Retailers Use Time To Their Advantage; More Impulse Products Sold
ARI SHAPIRO, HOST:
Shopping is a form of psychological warfare. The displays, the music, the freebies, are all organized to influence what shoppers do. Now, a report about a new marketing tool, and NPR's social science correspondent Shankar Vedantam is here to explain. Welcome.
SHANKAR VEDANTAM, BYLINE: Hi, Ari.
SHAPIRO: What's the new tool?
VEDANTAM: Well, this one is a sneaky one, Ari, because it's hiding in plain sight. The secret tool is time.
SHAPIRO: How is time a marketing tool?
VEDANTAM: Well, it turns out consumers make more impulsive purchases the longer they spend in a store. This is research by Timothy Gilbride, Jeffrey Inman and Karen Melville Stilley. They tracked the behavior of about 300 shoppers buying nearly 10,000 products in a southwestern city. Before the shoppers went in the store, the researchers asked them, what are you planning to buy? Shoppers were also given a scanner and told to scan the barcode of every item they put into their carts. The researchers then analyzed people's receipts to see what they actually ended up buying. And they also analyzed the order in which customers bought things. The scanner data told them when something was bought. And what the researchers find is that the likelihood of unplanned and impulsive purchases shoots up the longer you spend in a store. In other words, if you go into a store, you have a shopping list, you stick to the shopping list, 20 minutes later the shopping list is out the window. You're just picking stuff up off the shelf.
SHAPIRO: So does that mean I'm going to find speed bumps the next time I'm go into a drugstore or a supermarket?
VEDANTAM: You know, it's unclear how much marketers already know about this. But for retailers, the implication certainly is that you should stock products that are likely to be impulse purchases deeper into your store. So put that three...
SHAPIRO: Cake in the back.
VEDANTAM: Exactly, the three-layered chocolate cake should go deep into the store. For customers, the picture is more mixed. It's not actually clear that unplanned purchases are necessarily bad.
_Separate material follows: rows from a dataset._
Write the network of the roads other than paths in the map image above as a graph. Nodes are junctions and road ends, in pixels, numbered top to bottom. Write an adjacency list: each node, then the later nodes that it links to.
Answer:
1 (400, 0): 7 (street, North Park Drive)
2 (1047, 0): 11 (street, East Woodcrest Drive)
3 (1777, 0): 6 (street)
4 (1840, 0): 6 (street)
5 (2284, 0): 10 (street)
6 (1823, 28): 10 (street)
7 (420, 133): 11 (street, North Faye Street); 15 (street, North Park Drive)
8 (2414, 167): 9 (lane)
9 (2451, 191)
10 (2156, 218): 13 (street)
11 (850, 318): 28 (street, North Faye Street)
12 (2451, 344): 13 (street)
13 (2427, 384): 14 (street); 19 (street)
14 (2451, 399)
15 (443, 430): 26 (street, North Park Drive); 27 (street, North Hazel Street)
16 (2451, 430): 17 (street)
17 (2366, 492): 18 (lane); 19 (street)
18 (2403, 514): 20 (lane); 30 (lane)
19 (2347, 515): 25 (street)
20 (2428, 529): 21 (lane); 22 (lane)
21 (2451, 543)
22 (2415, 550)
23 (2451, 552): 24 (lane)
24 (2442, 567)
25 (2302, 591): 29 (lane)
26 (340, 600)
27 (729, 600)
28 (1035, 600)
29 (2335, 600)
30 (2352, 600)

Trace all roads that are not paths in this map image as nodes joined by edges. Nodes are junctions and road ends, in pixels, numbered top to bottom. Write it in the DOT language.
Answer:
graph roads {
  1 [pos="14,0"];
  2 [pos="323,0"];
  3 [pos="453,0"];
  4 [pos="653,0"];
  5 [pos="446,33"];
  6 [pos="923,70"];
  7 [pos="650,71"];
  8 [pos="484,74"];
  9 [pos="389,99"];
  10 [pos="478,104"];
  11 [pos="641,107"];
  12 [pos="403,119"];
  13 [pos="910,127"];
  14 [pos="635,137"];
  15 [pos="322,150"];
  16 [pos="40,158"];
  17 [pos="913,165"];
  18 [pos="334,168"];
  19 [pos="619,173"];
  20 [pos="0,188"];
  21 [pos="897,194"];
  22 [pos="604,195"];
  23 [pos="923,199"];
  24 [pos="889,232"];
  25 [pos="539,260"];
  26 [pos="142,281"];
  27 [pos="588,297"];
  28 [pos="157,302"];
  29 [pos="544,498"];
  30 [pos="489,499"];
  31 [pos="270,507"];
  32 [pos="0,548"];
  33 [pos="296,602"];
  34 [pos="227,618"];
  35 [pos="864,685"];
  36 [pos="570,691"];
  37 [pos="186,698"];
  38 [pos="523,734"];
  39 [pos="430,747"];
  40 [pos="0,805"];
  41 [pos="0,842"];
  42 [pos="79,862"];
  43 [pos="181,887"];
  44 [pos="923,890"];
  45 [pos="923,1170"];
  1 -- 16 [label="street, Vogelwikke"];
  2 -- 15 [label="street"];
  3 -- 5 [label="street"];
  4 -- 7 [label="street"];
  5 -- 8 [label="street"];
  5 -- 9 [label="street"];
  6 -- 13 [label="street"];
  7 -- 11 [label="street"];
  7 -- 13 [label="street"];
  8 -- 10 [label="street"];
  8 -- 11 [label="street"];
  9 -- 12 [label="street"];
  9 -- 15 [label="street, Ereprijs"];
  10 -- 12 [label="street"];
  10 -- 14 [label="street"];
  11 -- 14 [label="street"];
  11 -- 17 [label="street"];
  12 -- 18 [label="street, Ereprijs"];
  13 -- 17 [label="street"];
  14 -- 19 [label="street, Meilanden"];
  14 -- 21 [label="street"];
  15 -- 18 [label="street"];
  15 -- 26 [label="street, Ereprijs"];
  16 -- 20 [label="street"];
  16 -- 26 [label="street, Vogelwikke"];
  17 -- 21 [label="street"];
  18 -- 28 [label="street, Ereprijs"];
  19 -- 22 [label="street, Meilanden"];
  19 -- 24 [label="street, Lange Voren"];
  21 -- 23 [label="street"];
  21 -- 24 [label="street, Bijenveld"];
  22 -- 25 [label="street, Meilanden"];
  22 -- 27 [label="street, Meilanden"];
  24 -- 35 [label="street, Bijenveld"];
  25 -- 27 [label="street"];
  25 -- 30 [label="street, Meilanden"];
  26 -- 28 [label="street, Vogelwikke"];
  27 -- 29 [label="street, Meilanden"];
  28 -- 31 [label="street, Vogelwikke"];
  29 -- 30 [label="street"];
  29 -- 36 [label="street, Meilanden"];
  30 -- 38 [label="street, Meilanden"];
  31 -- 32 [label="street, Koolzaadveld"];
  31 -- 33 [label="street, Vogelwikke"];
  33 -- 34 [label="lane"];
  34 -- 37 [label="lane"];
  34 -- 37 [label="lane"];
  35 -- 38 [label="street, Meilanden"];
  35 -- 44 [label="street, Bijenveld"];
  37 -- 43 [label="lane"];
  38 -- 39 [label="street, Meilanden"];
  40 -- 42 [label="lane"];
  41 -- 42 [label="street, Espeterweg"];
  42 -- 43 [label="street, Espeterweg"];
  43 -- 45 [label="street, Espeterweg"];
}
Maybe you're going to enjoy those unplanned purchases, but if you want to stick to your budget...
SHAPIRO: Then go "Supermarket Sweep" style - run through the aisles.
VEDANTAM: That's exactly what I do, Ari.
SHAPIRO: Thanks, Shankar.
VEDANTAM: Thank you.
SHAPIRO: That's NPR's Shankar Vedantam who joins us regularly to talk about social science research.